### Task directions
Please report, as a single number with no other text, how many lines of the listing contain "roads".
● ● ● ● ●
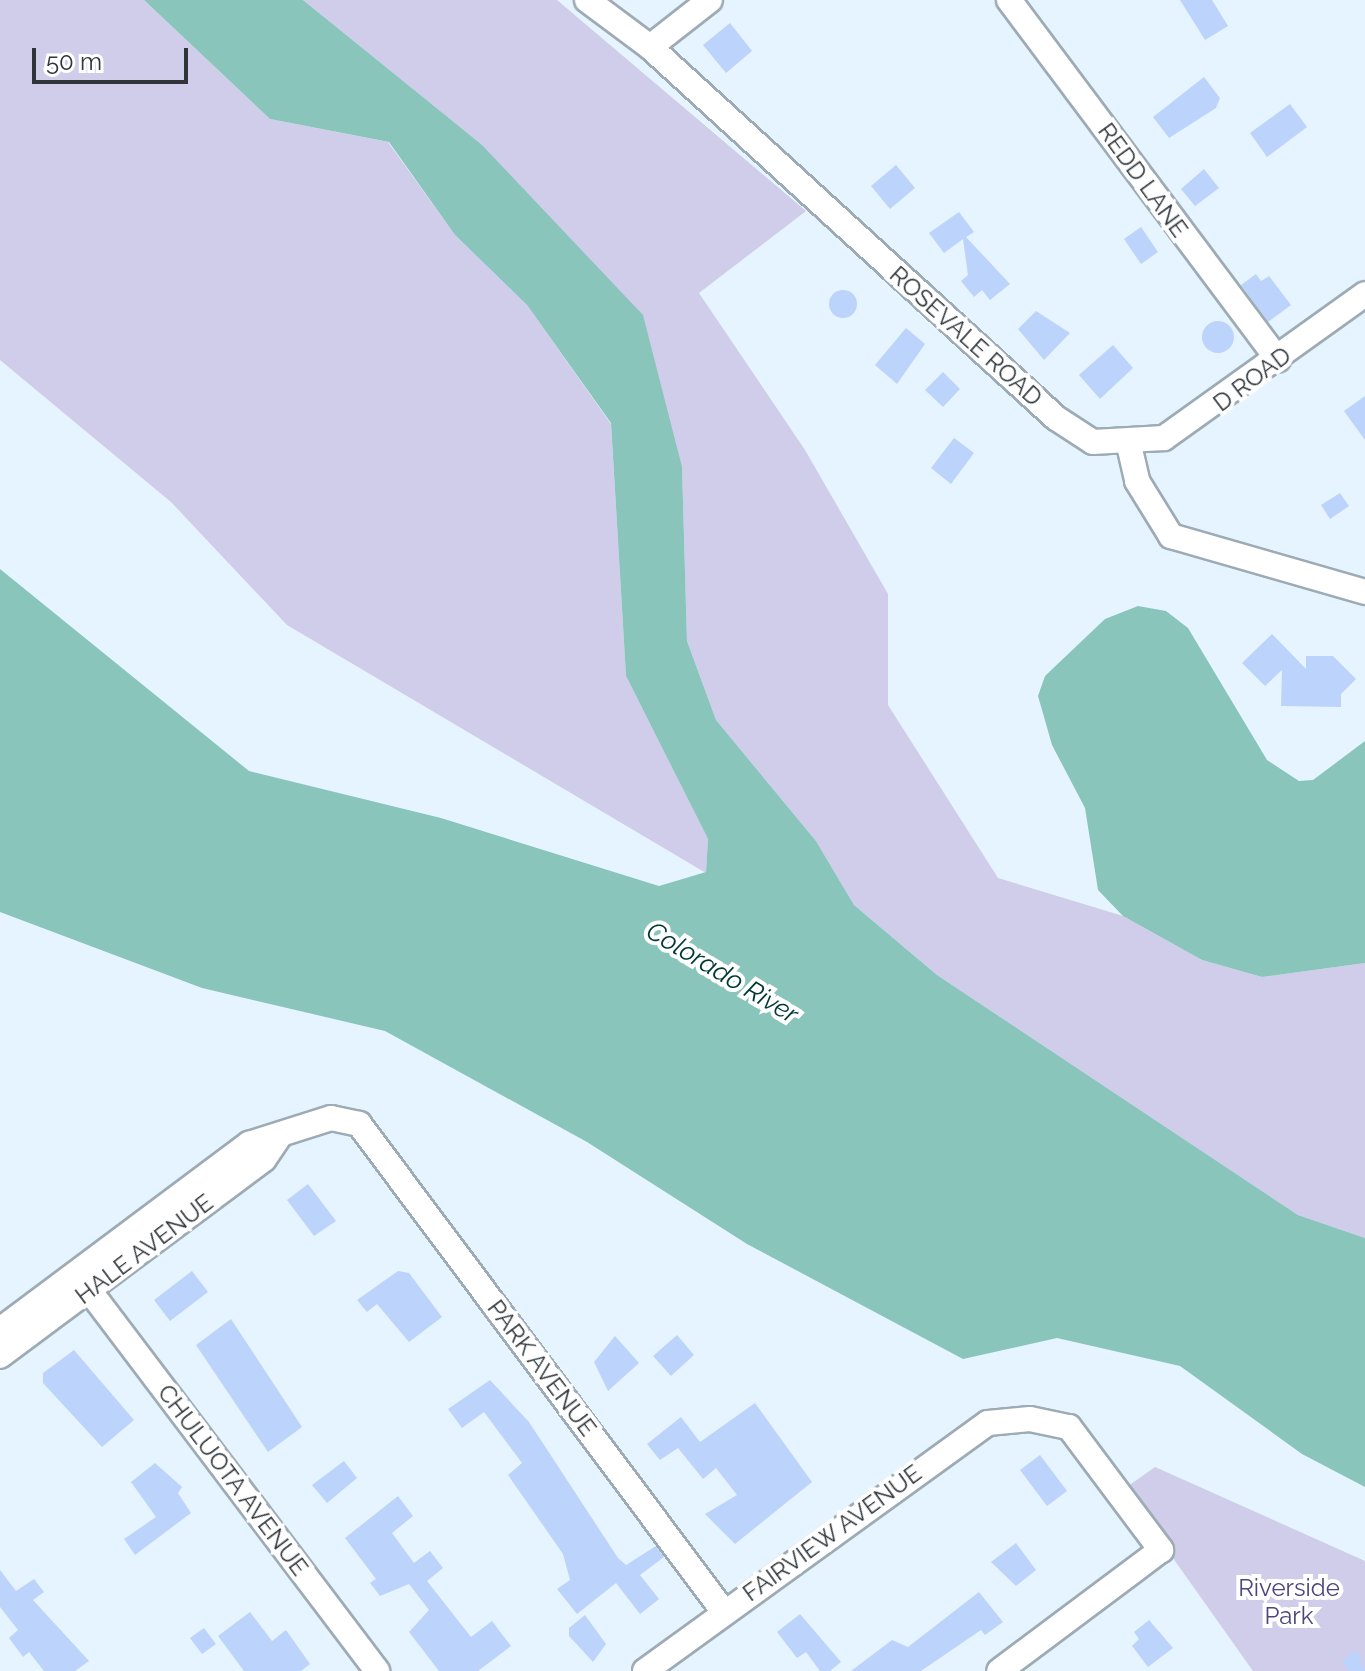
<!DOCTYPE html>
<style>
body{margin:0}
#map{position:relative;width:1365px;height:1671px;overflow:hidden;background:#e5f4fe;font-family:Raleway,sans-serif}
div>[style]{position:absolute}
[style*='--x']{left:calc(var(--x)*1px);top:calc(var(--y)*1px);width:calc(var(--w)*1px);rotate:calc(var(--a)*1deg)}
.green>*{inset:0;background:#cfcdea}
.water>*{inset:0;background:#8ac5bc}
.building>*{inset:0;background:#bcd3fb}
.round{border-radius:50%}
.roads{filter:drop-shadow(2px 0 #9dabb4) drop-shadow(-2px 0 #9dabb4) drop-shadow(0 2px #9dabb4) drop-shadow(0 -2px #9dabb4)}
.minor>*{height:24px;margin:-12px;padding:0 12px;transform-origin:12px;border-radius:12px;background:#fff}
span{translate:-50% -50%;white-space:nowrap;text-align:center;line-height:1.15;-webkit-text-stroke:8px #fff;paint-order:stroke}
.street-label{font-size:24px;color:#2f3539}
.park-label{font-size:24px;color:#4d457d}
.water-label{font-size:26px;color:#003933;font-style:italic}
.scale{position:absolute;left:32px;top:48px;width:156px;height:36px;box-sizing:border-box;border:4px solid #2f3539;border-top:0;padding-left:10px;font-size:24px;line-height:28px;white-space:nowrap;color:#2f3539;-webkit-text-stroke:6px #fff;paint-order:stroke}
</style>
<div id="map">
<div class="green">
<i style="clip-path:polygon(0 0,144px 0,270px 119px,388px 142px,455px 235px,527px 305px,611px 424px,626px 676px,708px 839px,706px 873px,287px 625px,171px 502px,0 360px)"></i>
<i style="clip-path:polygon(303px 0,557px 0,806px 211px,699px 293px,805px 450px,888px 594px,888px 705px,998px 878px,1123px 916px,1202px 960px,1262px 977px,1365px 963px,1365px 1238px,1298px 1215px,937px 975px,854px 905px,816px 841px,716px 720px,687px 641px,682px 467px,481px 144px)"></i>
<i style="clip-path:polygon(1155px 1467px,1365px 1561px,1365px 1671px,1253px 1671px,1124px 1489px)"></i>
</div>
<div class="water">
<i style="clip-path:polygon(144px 0,303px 0,481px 144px,643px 315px,682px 467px,687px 641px,716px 720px,816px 841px,854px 905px,937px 975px,1298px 1215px,1365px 1238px,1365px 1487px,1302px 1454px,1180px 1366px,1057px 1338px,963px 1359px,747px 1244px,587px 1142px,385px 1031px,202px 988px,0 912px,0 569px,249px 771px,441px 818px,659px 886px,706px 872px,708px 839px,626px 676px,611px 423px,527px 305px,455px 235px,389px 142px,270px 119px)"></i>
<i style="clip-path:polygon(1138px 606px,1166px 611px,1188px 628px,1267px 760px,1299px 781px,1313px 780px,1365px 741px,1365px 963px,1262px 977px,1202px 960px,1123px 916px,1098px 890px,1085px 808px,1052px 745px,1038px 696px,1045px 676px,1105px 619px)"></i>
</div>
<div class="building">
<i style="clip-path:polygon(1180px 0,1212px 0,1228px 26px,1205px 40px)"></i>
<i style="clip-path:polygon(730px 23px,752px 51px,726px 73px,703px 45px)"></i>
<i style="clip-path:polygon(1204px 77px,1220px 98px,1216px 108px,1169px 138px,1153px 117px)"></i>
<i style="clip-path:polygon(1290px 104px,1307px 127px,1267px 157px,1250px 133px)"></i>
<i style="clip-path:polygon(896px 165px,915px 188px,890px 209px,871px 186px)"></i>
<i style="clip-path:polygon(1204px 169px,1219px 188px,1195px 206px,1181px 189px)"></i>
<i style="clip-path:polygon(959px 212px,974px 232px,966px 237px,1010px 284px,990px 300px,982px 290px,974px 297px,961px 281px,968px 275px,963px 239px,944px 253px,929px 233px)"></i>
<i style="clip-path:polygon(1141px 227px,1158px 252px,1141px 264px,1124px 239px)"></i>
<i style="clip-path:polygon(1256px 274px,1261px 281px,1269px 276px,1291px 305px,1268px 322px,1241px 285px)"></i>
<i class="round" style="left:829px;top:290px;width:28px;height:28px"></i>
<i style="clip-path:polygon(1036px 311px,1070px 333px,1044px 360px,1018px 329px)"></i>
<i class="round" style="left:1202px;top:321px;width:32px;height:32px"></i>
<i style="clip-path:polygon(906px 328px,925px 344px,897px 384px,875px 365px)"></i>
<i style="clip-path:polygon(1113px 345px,1133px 368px,1100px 399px,1079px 375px)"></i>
<i style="clip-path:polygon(943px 372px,960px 389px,943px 407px,925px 390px)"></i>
<i style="clip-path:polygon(1365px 396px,1365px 440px,1344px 411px)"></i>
<i style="clip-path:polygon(954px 438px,974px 453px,951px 484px,931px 468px)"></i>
<i style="clip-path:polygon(1340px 493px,1349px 506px,1330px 519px,1321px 505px)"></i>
<i style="clip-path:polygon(1272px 634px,1306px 669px,1306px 656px,1333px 656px,1356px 679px,1341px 694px,1341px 707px,1281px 706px,1282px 670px,1265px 686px,1242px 663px)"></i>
<i style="clip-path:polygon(308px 1184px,336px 1221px,314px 1236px,287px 1200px)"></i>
<i style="clip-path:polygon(192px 1271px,208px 1292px,170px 1321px,154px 1300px)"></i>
<i style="clip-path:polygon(398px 1271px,409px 1273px,442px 1317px,409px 1342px,377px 1304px,367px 1312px,357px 1300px)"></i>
<i style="clip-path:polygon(231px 1319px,302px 1427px,268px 1452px,196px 1345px)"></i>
<i style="clip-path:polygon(677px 1335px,694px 1355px,671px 1376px,653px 1356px)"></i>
<i style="clip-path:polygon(615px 1336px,639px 1363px,608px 1391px,594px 1362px)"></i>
<i style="clip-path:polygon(74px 1350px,134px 1420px,102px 1447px,43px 1383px,43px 1373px)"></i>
<i style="clip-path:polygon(490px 1380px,529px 1422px,618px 1558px,626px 1565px,656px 1546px,664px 1557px,640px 1575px,659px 1599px,640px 1614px,616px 1583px,577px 1614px,557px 1589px,570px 1580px,563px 1554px,508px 1475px,522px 1463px,484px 1412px,462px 1428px,448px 1409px)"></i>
<i style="clip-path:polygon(755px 1403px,812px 1482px,735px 1544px,705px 1514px,737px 1495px,716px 1468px,703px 1479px,678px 1448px,660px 1460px,647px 1444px,681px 1417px,700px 1442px)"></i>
<i style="clip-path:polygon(1040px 1455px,1067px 1491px,1047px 1506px,1020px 1470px)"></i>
<i style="clip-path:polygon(344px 1461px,357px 1478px,327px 1503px,312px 1485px)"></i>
<i style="clip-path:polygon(155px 1463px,182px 1487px,178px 1493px,191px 1513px,135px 1555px,124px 1539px,156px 1517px,131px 1482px)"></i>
<i style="clip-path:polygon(398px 1496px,413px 1516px,392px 1533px,414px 1563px,430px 1551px,443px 1568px,427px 1581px,471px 1637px,492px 1621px,511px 1646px,478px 1671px,439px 1671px,409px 1632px,429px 1610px,409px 1584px,380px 1596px,370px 1583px,376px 1579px,345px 1538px)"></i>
<i style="clip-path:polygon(1016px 1543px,1036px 1570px,1016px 1586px,991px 1562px)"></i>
<i style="clip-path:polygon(0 1570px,16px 1591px,34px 1579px,44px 1592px,33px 1600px,89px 1661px,75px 1671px,44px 1671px,29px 1652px,23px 1657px,9px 1638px,18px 1630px,0 1607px)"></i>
<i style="clip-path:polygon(979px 1592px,1003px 1622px,985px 1635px,981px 1630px,921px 1671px,851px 1671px,892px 1640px,908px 1647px)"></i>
<i style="clip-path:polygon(250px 1612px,272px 1641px,286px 1630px,310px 1664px,301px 1671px,244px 1671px,218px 1636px)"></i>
<i style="clip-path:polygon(800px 1614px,841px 1662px,830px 1671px,820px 1671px,806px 1652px,797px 1658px,777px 1632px)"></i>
<i style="clip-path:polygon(585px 1615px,606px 1644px,593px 1662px,569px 1636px,569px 1628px)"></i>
<i style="clip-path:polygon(1149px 1620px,1173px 1648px,1148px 1667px,1132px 1646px,1139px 1639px,1134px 1632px)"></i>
<i style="clip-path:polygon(204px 1628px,216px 1644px,202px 1654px,190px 1638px)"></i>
<i style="clip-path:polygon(1357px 1650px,1365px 1671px,1349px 1671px,1342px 1661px)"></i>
</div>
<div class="roads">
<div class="minor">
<i style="--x:587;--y:0;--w:79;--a:36.7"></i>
<i style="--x:650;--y:47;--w:550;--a:42.42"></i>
<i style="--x:1056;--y:418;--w:44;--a:33"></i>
<i style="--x:1093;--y:442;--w:71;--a:-3.2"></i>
<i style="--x:1164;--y:438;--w:247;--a:-35.6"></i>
<i style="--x:1009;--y:0;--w:449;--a:53.2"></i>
<i style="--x:650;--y:47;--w:76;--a:-38.1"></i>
<i style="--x:1129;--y:445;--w:37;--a:77"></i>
<i style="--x:1137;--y:481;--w:65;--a:58.3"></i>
<i style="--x:1171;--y:536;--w:202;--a:16.1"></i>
<i style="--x:89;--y:1290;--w:478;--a:52.9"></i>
<i style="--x:0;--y:1330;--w:311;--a:-36.8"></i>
<i style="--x:249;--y:1144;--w:86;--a:-17.6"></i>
<i style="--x:331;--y:1118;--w:29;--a:12"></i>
<i style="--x:359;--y:1124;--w:609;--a:53.21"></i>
<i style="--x:0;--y:1356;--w:329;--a:-36.7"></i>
<i style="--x:264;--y:1159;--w:29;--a:-56"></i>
<i style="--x:645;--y:1671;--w:423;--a:-35.9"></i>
<i style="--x:988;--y:1423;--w:42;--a:-5.4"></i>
<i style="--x:1030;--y:1419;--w:40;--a:12"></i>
<i style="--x:1069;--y:1427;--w:154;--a:53.2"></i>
<i style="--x:1161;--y:1550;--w:202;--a:143.2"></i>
</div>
</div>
<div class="street-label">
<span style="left:1143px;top:180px;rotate:54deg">REDD LANE</span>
<span style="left:966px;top:336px;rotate:42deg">ROSEVALE ROAD</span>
<span style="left:1252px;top:379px;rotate:-37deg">D ROAD</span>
<span style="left:144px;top:1249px;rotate:-37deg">HALE AVENUE</span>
<span style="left:542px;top:1368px;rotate:53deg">PARK AVENUE</span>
<span style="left:233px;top:1480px;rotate:53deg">CHULUOTA AVENUE</span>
<span style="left:832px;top:1533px;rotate:-36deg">FAIRVIEW AVENUE</span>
</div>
<div class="park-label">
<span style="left:1289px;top:1602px">Riverside<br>Park</span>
</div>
<div class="water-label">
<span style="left:722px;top:973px;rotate:31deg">Colorado River</span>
</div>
<div class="scale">50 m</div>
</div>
● ● ● ● ●
### Task output
2